People want the human touch, it’s a key component in building the trust businesses need in order to create loyalty. We know from the work of psychologists that the first thing people look for in trusting others is whether intentions are good or evil, selfless or selfish. Only when our brains are satisfied with the intentions of the other person do we look at their ability to get things done or not.
Imagine it is late-summer and you are meeting one of your kid’s teachers for the new school year. Early on you begin to recognize that they are not very friendly and only speak about themselves and the goals they have for their career. Then, the more they go on, it becomes apparent that they have little experience and don’t sound very equipped for teaching the subject. Would you trust them – with your child? Would their self-absorption leave a bitter taste in your mouth? Would their seeming lack of experience and expertise leave you wanting? I think most of us would be headed down to the principal’s office to seek another teacher.
You see, we do this with people at almost every turn, in fact, we do it just about any time trust comes into question, including with organizations. And I find it ironic that so many businesses, perhaps unaware of this fundamental human practice, are actually doing things to minimize what may be the most important part of this sizing-up process. Just the simple fact that my first interaction with your organization might be a machine with some sort of interactive voice response software gives me a negative jolt. It gives me a subtle thought that your business is more interested in efficiency and saving money than it is in really helping me. If I have to push more than a couple of buttons before getting to a human, my level of trust and goodwill begins to diminish significantly.
Here’s the bottom line, humans need humans. So much of trust building is based on what we read by seeing and hearing people, actual living people. With machines, there is nothing to read except for some things that I would venture to say are not so good like, “they don’t care about their customers,” “this is a pain, I want a person,” or “I have questions and just want answers, can’t I just do that without all of this hassle?” Wouldn’t it be better and so much more welcoming and trust-building to have a human say, “Good morning, how can I help you?”
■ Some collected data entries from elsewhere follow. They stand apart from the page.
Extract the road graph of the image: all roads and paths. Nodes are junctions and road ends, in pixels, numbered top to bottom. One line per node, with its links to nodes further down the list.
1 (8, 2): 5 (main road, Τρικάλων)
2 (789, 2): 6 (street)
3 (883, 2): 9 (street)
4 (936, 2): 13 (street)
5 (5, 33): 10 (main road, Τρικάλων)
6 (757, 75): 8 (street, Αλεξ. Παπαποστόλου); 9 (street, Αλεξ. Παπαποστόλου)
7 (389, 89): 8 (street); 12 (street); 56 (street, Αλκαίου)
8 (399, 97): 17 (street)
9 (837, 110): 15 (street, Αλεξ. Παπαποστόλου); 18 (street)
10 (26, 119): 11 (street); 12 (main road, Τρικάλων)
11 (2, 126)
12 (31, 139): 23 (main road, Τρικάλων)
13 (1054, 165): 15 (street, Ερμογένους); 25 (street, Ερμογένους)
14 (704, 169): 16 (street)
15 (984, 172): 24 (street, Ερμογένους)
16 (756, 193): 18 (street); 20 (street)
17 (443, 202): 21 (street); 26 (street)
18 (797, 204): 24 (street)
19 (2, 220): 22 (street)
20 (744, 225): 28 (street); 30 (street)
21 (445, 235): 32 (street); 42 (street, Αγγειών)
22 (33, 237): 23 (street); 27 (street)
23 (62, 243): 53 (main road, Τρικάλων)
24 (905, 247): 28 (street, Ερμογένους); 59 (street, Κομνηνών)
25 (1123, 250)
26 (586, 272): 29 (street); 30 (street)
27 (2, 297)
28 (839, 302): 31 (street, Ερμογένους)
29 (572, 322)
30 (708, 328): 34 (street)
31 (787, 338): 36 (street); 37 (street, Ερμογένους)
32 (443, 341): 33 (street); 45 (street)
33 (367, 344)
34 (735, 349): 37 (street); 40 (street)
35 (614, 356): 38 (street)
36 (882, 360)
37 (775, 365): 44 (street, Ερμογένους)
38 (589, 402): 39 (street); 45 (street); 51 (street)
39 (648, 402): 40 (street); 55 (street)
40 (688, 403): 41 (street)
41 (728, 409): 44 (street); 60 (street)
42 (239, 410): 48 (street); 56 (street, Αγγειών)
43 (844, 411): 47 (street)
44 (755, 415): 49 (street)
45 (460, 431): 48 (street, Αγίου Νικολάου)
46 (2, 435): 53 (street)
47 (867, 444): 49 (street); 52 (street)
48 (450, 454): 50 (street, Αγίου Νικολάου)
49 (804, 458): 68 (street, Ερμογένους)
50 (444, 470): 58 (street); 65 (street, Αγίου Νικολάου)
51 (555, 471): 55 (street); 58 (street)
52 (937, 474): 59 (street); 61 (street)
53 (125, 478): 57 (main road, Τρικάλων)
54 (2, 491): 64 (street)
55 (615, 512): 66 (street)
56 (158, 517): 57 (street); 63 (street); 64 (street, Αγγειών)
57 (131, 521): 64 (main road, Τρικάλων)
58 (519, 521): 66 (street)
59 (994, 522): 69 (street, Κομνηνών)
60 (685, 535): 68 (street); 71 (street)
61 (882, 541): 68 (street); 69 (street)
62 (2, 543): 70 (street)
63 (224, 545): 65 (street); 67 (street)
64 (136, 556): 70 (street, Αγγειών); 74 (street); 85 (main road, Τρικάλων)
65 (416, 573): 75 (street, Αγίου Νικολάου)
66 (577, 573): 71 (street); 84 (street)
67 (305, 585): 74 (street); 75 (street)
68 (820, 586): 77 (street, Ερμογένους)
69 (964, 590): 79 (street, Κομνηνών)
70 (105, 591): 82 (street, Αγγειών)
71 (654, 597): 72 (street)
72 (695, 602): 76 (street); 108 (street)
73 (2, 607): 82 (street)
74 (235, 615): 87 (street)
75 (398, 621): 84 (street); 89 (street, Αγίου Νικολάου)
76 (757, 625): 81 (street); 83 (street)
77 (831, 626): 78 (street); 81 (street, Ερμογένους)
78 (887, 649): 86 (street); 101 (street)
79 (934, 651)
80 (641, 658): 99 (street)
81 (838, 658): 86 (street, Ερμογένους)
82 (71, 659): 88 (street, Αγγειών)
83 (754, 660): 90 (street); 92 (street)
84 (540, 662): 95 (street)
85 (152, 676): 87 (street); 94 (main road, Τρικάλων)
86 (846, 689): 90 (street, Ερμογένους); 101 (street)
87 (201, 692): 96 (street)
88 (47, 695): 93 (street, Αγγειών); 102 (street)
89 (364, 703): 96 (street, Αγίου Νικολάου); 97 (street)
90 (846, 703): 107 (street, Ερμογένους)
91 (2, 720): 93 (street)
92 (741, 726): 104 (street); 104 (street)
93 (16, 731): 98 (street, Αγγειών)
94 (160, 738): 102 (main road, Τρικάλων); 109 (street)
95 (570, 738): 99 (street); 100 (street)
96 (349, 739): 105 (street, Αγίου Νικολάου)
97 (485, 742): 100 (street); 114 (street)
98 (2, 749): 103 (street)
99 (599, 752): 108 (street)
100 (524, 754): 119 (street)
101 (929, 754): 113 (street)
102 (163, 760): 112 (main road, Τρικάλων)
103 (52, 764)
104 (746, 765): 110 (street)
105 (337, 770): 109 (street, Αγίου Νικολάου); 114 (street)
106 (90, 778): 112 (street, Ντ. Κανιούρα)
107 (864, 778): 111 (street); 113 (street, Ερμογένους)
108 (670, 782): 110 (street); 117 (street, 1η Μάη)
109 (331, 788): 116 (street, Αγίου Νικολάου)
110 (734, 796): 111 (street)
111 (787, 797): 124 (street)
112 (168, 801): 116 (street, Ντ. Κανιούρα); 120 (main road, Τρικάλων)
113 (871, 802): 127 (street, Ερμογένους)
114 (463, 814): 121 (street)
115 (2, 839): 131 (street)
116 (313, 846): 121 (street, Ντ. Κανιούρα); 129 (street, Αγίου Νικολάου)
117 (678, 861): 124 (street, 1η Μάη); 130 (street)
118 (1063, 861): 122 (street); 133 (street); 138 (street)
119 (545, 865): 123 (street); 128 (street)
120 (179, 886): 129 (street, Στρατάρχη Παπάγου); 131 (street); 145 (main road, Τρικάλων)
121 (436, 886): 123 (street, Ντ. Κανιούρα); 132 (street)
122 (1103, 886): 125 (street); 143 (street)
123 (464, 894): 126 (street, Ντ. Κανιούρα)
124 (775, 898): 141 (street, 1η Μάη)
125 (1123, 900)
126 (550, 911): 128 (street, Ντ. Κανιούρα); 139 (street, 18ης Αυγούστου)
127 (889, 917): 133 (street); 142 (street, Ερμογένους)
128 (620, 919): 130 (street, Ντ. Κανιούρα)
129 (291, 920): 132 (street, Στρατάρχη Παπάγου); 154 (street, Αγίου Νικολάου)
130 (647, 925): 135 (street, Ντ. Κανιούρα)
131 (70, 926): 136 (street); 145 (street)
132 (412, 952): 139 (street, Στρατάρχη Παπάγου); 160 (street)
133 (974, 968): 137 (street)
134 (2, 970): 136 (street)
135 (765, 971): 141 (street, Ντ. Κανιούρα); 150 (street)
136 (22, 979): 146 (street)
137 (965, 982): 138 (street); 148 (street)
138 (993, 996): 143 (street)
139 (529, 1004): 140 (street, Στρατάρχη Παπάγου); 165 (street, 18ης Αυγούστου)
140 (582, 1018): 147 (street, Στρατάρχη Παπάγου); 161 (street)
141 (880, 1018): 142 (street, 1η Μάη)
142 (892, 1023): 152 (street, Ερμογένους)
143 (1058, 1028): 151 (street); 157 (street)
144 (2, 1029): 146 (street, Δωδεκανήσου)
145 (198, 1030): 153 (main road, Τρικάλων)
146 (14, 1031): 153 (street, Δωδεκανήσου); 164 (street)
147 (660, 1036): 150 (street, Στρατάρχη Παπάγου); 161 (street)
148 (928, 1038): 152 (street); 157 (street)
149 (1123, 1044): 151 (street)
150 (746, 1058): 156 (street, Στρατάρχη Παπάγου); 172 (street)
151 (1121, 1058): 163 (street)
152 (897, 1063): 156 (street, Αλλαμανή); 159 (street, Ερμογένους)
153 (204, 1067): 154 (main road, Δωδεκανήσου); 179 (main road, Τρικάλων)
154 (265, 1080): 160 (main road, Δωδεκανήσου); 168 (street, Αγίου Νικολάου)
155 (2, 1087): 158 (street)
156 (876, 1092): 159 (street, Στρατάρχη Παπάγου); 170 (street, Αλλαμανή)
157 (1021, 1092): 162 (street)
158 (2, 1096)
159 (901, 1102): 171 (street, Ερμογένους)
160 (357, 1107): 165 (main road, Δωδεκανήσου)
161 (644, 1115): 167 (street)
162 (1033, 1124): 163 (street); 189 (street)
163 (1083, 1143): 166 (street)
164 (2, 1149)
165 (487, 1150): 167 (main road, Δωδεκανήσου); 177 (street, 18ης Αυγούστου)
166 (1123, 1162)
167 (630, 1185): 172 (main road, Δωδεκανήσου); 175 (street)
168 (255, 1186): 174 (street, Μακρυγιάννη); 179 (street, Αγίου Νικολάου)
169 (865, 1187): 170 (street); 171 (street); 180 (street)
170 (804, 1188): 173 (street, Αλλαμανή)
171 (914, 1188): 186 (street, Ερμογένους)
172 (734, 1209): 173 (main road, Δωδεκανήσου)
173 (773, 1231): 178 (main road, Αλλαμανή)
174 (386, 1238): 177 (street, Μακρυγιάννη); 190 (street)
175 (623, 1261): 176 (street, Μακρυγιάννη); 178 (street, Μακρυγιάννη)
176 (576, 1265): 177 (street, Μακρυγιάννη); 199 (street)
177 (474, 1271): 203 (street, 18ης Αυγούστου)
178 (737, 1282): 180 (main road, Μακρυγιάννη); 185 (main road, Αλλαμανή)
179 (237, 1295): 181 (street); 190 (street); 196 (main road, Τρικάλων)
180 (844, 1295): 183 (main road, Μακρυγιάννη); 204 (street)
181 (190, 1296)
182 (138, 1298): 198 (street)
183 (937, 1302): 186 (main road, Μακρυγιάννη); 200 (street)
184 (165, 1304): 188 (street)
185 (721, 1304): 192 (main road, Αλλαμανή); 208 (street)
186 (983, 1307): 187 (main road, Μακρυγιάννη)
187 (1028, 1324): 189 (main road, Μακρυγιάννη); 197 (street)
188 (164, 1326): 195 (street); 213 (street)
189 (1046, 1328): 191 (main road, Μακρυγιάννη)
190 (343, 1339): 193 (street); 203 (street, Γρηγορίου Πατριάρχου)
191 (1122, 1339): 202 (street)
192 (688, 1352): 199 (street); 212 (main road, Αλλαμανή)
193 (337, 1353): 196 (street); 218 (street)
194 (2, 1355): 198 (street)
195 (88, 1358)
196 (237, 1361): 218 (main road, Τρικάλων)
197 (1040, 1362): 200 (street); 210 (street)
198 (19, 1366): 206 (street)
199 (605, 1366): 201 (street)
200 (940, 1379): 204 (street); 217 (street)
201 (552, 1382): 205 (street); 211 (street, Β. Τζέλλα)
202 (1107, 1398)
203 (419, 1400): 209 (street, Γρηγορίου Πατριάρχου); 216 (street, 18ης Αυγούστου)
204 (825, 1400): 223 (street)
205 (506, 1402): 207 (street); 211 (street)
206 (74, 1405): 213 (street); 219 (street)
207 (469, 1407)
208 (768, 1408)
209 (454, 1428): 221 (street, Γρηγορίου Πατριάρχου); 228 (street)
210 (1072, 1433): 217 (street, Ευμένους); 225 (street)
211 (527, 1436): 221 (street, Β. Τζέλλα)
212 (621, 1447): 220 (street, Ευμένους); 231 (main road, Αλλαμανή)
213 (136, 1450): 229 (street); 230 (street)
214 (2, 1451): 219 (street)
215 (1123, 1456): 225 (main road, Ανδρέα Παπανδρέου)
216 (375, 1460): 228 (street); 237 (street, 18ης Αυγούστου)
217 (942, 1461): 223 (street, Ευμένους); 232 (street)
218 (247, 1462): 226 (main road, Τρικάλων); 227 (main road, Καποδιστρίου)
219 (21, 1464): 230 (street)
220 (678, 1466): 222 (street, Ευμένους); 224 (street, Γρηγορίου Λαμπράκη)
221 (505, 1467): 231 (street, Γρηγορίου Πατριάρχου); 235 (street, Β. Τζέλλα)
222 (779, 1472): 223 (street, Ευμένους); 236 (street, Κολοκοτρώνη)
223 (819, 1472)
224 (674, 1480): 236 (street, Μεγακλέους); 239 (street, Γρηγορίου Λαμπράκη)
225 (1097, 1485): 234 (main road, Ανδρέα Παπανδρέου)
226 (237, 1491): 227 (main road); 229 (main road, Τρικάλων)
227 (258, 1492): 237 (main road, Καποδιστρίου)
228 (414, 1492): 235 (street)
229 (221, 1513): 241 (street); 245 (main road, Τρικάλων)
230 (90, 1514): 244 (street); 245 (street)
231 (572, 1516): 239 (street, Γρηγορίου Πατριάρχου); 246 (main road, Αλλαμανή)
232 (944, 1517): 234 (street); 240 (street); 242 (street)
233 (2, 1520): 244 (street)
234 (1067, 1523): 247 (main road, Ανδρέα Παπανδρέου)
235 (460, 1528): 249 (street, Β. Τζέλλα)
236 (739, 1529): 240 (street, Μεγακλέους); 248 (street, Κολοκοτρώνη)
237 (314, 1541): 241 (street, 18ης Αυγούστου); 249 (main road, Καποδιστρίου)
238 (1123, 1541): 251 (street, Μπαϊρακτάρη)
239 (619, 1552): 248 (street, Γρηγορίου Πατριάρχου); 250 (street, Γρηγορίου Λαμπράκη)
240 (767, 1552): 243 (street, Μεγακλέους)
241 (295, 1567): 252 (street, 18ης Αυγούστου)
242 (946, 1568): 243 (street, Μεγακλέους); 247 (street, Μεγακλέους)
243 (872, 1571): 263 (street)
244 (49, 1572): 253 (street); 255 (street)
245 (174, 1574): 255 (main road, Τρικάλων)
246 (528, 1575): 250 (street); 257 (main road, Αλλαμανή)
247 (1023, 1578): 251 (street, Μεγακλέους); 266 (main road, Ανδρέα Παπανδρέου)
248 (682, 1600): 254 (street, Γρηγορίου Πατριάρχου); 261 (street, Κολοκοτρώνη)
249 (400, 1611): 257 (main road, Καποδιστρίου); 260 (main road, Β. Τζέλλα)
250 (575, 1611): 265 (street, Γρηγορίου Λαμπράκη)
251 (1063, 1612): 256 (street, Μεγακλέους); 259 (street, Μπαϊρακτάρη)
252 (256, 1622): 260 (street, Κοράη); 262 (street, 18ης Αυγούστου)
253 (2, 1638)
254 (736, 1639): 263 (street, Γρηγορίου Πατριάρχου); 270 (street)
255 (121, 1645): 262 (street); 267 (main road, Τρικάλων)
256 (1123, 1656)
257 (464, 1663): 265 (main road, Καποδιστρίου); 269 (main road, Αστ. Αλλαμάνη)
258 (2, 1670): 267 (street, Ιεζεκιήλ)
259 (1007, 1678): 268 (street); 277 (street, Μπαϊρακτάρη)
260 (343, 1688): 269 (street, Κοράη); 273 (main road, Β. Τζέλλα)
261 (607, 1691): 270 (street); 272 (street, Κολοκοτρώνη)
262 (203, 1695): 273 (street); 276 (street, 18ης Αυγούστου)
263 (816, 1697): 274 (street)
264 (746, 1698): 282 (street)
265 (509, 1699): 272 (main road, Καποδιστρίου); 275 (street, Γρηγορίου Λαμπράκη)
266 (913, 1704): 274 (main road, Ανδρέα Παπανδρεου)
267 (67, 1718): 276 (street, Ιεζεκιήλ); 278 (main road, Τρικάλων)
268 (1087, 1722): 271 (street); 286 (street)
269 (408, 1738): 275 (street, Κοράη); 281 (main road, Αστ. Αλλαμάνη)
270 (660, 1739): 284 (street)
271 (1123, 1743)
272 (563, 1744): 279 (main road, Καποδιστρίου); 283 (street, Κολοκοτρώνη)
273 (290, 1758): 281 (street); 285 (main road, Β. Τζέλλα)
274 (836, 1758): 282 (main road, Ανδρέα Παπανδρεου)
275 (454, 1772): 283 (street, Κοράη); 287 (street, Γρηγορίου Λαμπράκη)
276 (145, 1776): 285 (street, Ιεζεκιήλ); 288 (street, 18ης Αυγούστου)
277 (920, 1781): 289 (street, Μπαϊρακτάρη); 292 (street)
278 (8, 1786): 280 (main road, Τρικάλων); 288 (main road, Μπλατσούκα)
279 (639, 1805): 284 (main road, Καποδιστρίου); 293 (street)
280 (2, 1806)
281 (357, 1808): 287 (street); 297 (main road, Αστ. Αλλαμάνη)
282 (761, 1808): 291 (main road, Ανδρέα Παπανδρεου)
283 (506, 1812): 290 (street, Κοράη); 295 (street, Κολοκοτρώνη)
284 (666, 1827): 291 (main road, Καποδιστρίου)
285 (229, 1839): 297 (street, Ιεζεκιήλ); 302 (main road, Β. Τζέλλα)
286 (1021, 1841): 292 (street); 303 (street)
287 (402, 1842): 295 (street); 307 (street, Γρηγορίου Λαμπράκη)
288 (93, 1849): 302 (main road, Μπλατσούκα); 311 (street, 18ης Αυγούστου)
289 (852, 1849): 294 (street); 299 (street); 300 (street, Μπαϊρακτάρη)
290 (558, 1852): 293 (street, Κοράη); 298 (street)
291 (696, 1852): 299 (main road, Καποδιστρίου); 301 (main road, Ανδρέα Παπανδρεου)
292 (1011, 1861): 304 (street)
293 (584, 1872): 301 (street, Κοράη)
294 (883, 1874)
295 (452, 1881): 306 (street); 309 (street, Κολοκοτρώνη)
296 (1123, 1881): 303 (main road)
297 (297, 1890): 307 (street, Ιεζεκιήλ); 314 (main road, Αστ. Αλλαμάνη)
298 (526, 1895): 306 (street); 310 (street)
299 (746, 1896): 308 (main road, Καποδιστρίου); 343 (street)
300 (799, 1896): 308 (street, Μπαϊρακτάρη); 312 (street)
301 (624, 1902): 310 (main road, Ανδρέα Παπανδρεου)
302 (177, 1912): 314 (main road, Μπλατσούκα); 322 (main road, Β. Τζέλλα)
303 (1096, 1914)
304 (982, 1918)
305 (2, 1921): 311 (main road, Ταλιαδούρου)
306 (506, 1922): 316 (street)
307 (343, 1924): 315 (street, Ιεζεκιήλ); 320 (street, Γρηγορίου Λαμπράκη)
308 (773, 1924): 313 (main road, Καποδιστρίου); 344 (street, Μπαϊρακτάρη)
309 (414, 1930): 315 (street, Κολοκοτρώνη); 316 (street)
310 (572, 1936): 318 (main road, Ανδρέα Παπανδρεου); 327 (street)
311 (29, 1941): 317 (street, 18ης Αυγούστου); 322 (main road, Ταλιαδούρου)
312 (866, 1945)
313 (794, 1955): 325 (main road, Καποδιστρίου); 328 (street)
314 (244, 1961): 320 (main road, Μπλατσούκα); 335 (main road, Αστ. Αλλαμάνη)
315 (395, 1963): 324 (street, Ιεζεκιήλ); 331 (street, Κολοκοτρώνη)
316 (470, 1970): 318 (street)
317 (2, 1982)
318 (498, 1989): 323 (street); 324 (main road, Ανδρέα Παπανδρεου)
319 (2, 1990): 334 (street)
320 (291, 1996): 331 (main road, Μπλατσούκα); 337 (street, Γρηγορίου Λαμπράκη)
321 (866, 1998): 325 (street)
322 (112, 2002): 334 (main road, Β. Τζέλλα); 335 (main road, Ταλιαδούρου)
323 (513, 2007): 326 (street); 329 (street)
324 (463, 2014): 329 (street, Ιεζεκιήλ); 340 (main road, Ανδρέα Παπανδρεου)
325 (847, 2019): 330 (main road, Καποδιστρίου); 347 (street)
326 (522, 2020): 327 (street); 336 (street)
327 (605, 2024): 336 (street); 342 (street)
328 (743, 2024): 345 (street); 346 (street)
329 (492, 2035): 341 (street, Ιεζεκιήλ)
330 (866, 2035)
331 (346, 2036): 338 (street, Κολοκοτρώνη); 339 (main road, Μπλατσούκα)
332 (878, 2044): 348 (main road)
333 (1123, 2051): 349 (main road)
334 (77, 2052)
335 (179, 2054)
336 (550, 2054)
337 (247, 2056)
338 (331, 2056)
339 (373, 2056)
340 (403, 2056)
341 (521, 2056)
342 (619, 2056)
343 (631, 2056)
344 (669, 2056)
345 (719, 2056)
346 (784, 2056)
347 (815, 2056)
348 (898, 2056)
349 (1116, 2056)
If your business relies on push-button receptionists that require a map and the patience of a monk, think again. Customers want kindness and help. They want to know that you are there for them not you. And then they want assurance that you can get the job done. Push a couple of buttons okay, but get me to a human who can assure me that you want the best for me and can understand the gray areas of being human that no machine can. This builds trust, this builds the potential for loyalty, and that loyalty is what builds long-term success.